East Lyme Middle School students honor veterans
East Lyme — East Lyme Middle School students on Friday reflected on the area residents who have served in the military throughout the nation's history and honored veterans and the service members who currently are serving across the country and the world.
"Our local residents have served with pride and dedication," eighth-grade student Ethan Gillespie said during an all-school, student-led assembly in the middle school's gymnasium on Friday afternoon.
The Veterans Day ceremony is an annual tradition at East Lyme Middle School, and all the schools in the district take part in honoring veterans, said Collin McIvor, a social studies teacher who helped organize the event. Earlier in the day, about 40 veterans, service members and Coast Guard Academy cadets spoke to the middle school students about their experiences and had lunch at the school.
"On behalf of the students of East Lyme Middle School, we would like to thank you for your service and thank you for being our guests today," eighth-grade student Jennie Sherwood said to the local veterans during the ceremony.
Members of the band and orchestra performed "America the Beautiful" and the national anthem, and attendees observed a moment of silence.
Leading up to Veterans Day, seventh- and eighth-grade students discussed Veterans Day in their language arts and social studies classes. Four eighth-grade students shared their essays and poems during the ceremony.

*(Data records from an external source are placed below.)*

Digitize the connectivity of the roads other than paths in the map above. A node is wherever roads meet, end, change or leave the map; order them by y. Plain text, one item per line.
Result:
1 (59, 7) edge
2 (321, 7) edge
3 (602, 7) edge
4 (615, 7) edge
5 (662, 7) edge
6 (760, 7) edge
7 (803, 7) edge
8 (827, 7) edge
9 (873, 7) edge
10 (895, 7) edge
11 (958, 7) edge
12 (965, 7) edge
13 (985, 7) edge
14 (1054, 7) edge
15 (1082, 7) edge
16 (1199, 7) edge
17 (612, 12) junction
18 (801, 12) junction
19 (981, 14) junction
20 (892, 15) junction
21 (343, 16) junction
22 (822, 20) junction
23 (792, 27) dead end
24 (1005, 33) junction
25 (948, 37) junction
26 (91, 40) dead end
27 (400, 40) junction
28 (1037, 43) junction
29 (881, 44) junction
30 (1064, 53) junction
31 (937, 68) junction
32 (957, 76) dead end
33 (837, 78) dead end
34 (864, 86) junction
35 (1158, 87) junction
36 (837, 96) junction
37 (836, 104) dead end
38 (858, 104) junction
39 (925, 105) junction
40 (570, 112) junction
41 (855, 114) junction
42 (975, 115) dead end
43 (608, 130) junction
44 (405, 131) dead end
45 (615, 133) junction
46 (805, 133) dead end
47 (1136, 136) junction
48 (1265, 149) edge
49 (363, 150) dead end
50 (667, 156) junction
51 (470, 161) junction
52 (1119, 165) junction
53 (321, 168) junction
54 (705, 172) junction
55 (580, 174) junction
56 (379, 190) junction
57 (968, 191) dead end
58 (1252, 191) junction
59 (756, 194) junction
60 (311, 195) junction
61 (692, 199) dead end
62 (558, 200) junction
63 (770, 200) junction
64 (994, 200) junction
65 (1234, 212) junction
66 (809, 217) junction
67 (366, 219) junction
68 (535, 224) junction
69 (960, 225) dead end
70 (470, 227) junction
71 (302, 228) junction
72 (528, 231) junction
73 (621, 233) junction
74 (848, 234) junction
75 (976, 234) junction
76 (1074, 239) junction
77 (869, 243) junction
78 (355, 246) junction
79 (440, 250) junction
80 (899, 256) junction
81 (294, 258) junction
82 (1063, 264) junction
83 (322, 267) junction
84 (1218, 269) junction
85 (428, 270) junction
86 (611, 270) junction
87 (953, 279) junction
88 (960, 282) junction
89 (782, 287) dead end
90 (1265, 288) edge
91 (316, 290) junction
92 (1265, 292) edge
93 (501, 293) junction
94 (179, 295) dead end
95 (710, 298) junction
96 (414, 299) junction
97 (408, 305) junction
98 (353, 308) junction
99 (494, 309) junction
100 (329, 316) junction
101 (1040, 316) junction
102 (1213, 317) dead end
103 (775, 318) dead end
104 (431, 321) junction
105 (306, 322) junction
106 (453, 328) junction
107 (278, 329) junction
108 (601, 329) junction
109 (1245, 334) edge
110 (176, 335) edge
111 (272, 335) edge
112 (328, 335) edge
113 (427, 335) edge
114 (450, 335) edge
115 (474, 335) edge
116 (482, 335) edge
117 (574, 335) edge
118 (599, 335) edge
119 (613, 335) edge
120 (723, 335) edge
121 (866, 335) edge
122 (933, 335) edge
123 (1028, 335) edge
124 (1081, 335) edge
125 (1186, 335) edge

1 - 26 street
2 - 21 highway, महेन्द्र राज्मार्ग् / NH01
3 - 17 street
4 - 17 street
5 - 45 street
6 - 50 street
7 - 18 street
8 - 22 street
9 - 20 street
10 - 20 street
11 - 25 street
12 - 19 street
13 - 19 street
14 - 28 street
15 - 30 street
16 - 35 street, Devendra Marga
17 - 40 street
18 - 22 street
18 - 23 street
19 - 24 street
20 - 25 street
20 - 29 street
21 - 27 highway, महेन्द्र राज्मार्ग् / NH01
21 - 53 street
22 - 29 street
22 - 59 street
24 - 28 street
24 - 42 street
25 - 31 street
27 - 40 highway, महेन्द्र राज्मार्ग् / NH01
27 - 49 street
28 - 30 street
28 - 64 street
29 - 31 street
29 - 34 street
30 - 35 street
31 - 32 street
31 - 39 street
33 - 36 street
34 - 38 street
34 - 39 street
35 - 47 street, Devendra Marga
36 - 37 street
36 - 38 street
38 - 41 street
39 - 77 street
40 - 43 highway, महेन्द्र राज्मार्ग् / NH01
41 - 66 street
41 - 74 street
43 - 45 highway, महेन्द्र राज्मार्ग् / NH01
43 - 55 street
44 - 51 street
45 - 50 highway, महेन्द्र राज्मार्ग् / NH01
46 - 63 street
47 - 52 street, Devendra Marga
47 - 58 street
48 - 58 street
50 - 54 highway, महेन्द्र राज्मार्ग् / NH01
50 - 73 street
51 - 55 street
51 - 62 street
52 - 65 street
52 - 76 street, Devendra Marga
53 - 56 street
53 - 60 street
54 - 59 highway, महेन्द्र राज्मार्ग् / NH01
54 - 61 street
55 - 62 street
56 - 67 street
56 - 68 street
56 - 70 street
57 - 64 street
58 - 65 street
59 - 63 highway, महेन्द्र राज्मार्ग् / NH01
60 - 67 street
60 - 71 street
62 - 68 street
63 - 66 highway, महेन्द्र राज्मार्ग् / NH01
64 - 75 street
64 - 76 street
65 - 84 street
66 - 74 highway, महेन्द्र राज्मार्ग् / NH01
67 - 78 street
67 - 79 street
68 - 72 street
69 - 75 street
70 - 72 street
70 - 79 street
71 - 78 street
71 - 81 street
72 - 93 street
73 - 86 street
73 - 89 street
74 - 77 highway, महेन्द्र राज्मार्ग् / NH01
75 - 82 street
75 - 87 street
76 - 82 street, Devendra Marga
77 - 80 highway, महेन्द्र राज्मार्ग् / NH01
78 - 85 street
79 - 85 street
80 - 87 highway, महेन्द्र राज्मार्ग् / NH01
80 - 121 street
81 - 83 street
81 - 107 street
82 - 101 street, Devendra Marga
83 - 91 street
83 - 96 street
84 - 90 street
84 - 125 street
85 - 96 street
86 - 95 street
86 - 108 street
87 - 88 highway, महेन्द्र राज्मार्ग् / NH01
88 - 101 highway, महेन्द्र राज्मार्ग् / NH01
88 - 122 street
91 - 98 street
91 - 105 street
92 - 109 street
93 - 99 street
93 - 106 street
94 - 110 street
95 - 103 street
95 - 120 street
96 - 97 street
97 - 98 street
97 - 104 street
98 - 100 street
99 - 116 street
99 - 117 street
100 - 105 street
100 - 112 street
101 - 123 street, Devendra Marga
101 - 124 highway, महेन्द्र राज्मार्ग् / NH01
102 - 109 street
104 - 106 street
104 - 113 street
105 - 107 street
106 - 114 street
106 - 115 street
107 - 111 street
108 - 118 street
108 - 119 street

Mariah Riley read a poem she wrote about a time when she was younger and her father — who attended the ceremony — was on deployment in the Navy.
".... My arms were not long but I hope my hugs reached your heart," she said. "I'm appreciative of your service and all of your heart."
Tenkyi Sermo and Abigail Jorgensen recited poems about the meaning of Veterans Day.
"For the people who risked their lives, we give you the greatest honor as you arrive," Sermo said.
"Let's take a moment to remember and care for those who have fought for and fight for us every day," Jorgensen said.
Noelle Avena told the story of her grandfather, a World War II veteran, and spoke about the importance of thanking veterans.
"To me, Veterans Day is a time to think about all the veterans in our everyday life, especially those suffering in silence," she said.
Attendees applauded the veterans and active duty service members.
"Many of these active duty service members are parents, aunts, uncles, brothers, sisters, cousins, neighbors and friends of East Lyme Middle School students," said Blake Harris, an eighth-grade student. "We thank them for their service and await their safe return home."
"As we gather here today, members of our community are on the ground, in the air, at sea and along our coast, making sure our country and our world is a safer and a fairer place," he added. "We owe our security to their hard work and sacrifice."
McIvor said the whole school community pitched in to make the event a reality. He said students helped, for example, by making artwork, setting up tables for the luncheon, or giving up their lunchtime to practice performing for the assembly.
During the morning panels, students asked the guests questions.
When a student asked if it was a difficult decision to decide to serve, Elizabeth Miller, a third class cadet at the U.S. Coast Guard Academy, said she always wanted to serve and whenever she felt nervous before committing to the service, she reminded herself of the bigger picture.
"I'm obviously very happy that I stuck with it and I'm here today," she said.
Joe Barry, an East Lyme native who served as an infantryman in the 82nd Airborne Division in the U.S. Army, told students that he got his GED while stationed in Okinawa and left them with the message to "never give up." He told them that school is key for life, and emphasized that if they need help, they should ask for it.